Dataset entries
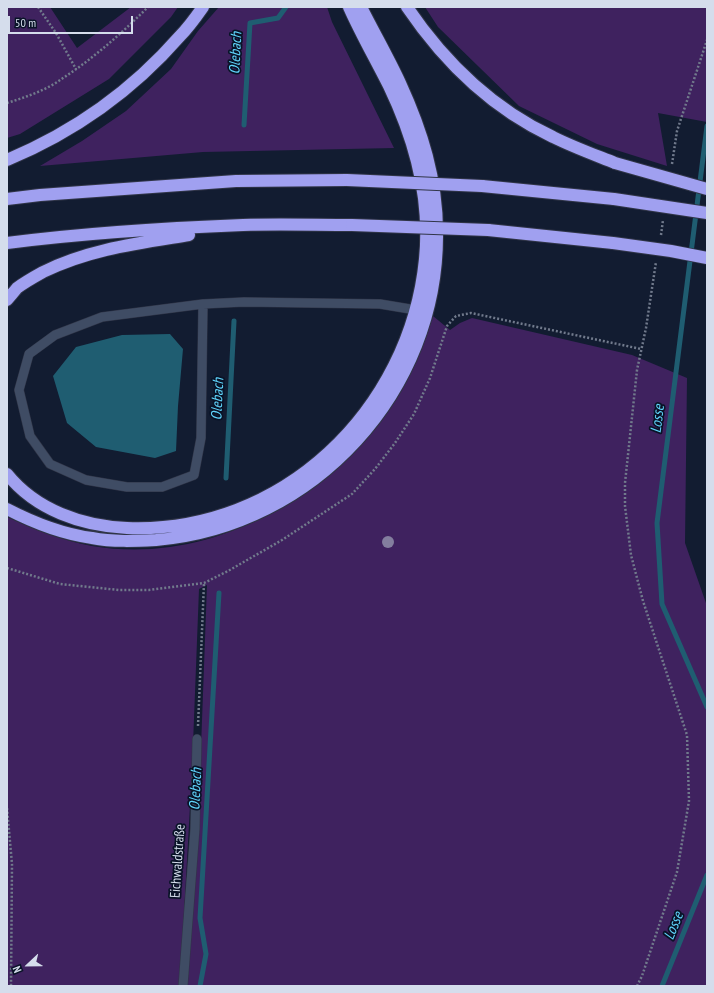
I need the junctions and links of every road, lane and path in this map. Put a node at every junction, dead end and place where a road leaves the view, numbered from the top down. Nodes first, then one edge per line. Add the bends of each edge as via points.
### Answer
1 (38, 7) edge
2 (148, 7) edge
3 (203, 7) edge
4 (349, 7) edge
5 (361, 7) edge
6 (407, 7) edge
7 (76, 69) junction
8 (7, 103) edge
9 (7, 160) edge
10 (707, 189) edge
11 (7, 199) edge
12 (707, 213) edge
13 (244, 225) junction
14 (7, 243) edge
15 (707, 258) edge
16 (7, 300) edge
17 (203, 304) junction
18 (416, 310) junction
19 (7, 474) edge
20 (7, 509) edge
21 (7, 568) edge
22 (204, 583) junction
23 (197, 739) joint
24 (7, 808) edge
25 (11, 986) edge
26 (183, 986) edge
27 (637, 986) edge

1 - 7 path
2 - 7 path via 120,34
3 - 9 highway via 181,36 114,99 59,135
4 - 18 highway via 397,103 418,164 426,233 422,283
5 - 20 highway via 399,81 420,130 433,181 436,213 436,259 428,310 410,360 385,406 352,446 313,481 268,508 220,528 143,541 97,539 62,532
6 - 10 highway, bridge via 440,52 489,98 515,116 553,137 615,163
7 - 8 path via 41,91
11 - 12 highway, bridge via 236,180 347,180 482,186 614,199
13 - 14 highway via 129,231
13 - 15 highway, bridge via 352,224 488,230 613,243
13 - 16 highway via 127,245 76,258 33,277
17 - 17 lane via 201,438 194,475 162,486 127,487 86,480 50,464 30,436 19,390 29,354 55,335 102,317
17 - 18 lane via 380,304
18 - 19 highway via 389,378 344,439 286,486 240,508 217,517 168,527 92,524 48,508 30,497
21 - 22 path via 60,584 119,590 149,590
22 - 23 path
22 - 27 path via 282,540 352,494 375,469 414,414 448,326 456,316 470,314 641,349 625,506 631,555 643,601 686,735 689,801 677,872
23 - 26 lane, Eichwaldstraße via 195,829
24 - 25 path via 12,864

---

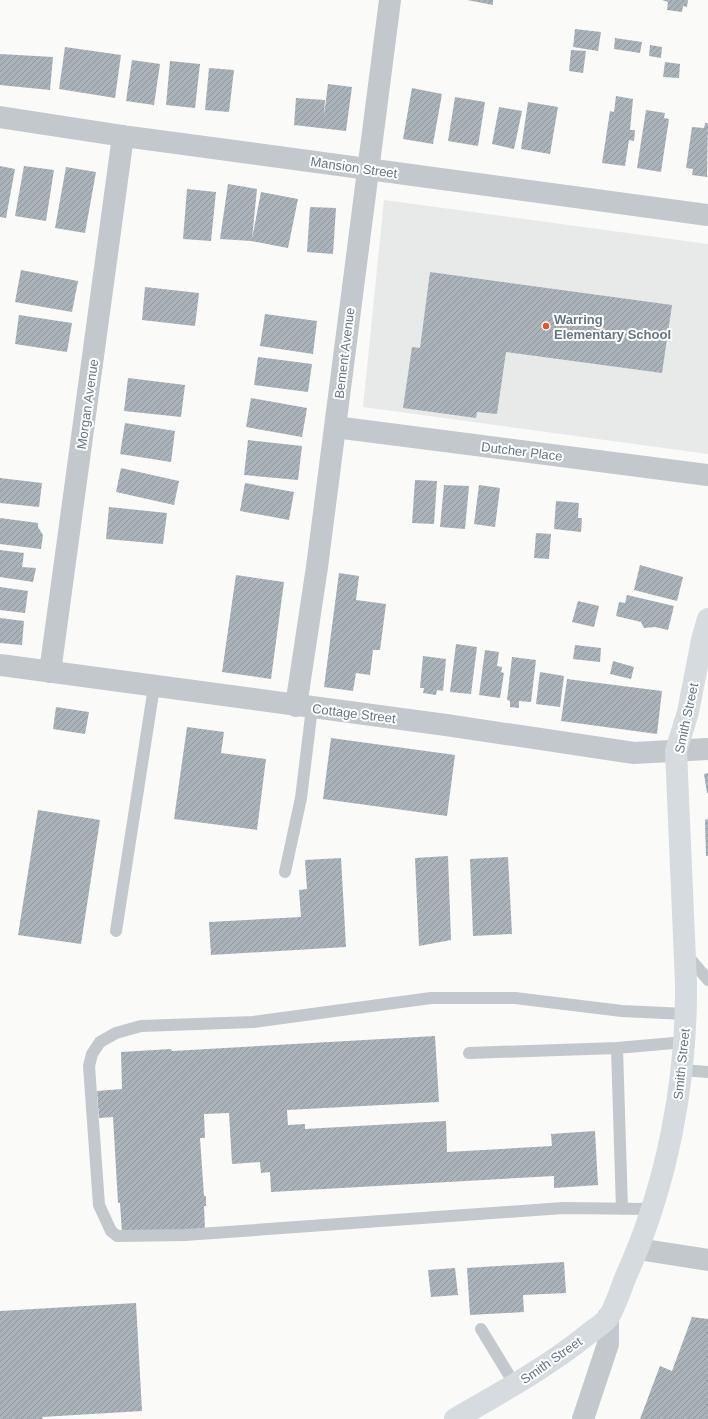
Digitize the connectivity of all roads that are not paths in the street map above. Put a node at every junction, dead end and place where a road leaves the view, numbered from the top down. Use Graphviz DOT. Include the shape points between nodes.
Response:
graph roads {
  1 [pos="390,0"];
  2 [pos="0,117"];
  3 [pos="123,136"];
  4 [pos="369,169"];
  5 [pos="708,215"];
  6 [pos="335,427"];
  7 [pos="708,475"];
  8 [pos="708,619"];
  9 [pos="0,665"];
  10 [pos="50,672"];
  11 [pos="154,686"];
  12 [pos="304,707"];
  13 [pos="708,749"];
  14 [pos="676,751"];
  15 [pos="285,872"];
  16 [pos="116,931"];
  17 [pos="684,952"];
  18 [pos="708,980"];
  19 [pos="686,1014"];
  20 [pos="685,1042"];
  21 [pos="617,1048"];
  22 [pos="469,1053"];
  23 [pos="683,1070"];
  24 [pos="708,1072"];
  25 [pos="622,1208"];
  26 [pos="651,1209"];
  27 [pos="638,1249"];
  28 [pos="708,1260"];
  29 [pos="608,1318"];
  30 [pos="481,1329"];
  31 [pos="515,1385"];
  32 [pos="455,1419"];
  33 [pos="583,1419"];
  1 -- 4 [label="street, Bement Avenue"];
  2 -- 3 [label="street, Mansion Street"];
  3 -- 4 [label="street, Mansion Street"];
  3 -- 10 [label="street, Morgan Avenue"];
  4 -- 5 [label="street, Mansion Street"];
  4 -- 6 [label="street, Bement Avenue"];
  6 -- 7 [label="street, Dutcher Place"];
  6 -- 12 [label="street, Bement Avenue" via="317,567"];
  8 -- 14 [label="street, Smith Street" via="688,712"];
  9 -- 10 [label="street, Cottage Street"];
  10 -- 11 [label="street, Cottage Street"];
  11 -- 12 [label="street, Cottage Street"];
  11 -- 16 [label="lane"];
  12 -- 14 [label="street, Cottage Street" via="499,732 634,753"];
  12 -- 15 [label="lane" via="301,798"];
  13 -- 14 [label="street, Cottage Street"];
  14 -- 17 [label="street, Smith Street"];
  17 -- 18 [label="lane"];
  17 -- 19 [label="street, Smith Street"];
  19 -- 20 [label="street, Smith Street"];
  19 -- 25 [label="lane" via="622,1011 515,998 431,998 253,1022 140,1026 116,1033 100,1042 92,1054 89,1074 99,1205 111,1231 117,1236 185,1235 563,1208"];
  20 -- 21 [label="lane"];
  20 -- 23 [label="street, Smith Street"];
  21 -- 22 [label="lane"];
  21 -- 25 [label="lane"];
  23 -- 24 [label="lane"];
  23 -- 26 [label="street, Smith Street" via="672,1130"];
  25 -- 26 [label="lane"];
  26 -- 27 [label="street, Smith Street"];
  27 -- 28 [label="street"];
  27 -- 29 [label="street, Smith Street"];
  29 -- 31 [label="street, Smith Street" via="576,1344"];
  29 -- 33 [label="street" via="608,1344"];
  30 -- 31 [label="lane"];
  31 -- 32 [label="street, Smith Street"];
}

### Your objective
For each line above that contains "Avenue", make a copy.

### Response area
  1 -- 4 [label="street, Bement Avenue"];
  3 -- 10 [label="street, Morgan Avenue"];
  4 -- 6 [label="street, Bement Avenue"];
  6 -- 12 [label="street, Bement Avenue" via="317,567"];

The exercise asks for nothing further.